Deregulated DNA replication is a major contributor to human developmental disorders and cancer, yet our understanding of how replication is coordinated with changes in transcription and chromatin structure is limited. Our lab has employed the zebrafish model to investigate the mechanisms driving changes in the replication timing program during development. Previous studies have identified changes in replication timing patterns from the onset of zygotic transcription through gastrulation in zebrafish embryos. The protein Rif1 is crucial for replication timing in a wide range of eukaryotes, yet its role in establishing the replication timing program and chromatin structure during early vertebrate development is not well understood. Using Rif1 mutant zebrafish and performing RNA sequencing and whole-genome replication timing analysis, we found that Rif1 mutants were viable but had a defect in female sex determination. Interestingly, Rif1 loss primarily affected DNA replication timing after gastrulation, while its impact on transcription was more pronounced during zygotic genome activation. Our results indicate that Rif1 has distinct roles in regulating DNA replication and transcription at different stages of development.
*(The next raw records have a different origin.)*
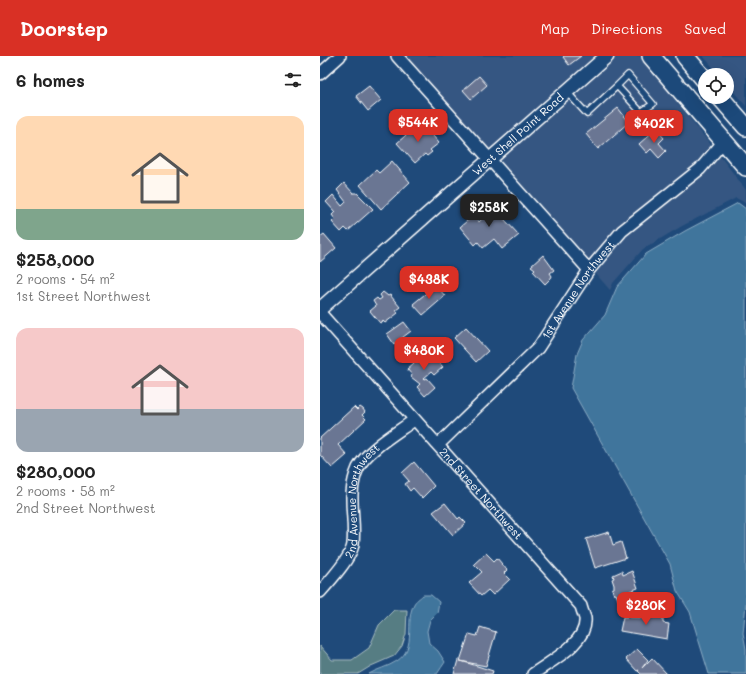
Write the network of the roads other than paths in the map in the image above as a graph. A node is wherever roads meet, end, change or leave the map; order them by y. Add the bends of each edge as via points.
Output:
1 (340, 56) edge
2 (397, 56) edge
3 (607, 56) edge
4 (650, 56) edge
5 (685, 56) edge
6 (698, 72) edge
7 (320, 74) edge
8 (617, 86) junction
9 (567, 92) junction
10 (726, 104) edge
11 (746, 127) edge
12 (724, 141) junction
13 (489, 160) junction
14 (746, 167) edge
15 (589, 270) junction
16 (320, 309) edge
17 (320, 313) edge
18 (414, 420) junction
19 (438, 445) junction
20 (320, 592) edge
21 (533, 674) edge

1 - 7 street
2 - 13 street
3 - 9 street, West Shell Point Road
4 - 12 main road
5 - 6 main road
8 - 8 lane via 641,112 653,104 628,75
8 - 9 lane via 587,114
9 - 13 street, West Shell Point Road
10 - 11 main road
12 - 14 main road
12 - 15 street, 1st Avenue Northwest via 700,169 622,231
13 - 15 street
13 - 16 street, West Shell Point Road
15 - 19 street, 1st Avenue Northwest via 538,348
17 - 18 street, 2nd Street Northwest
18 - 19 street, 2nd Street Northwest
18 - 20 street, 2nd Avenue Northwest via 368,456 359,467 351,491 353,546 336,574
19 - 21 street, 2nd Street Northwest via 581,606 585,619 581,635 573,646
Overall design: Replication timing data was generated for wild type and rif1 mutant zebrafish embryos at different developmental stages (preMBT, Shield, Bud, and 24 hpf) using our RepliTimer pipeline (https://github.com/SansamLab/RepliTimer/tree/v1.0.11; DOI 10.5281/zenodo.6426313). The data was based on the copy-number variations between filtered G1 and S-phase whole-genome sequencing read counts.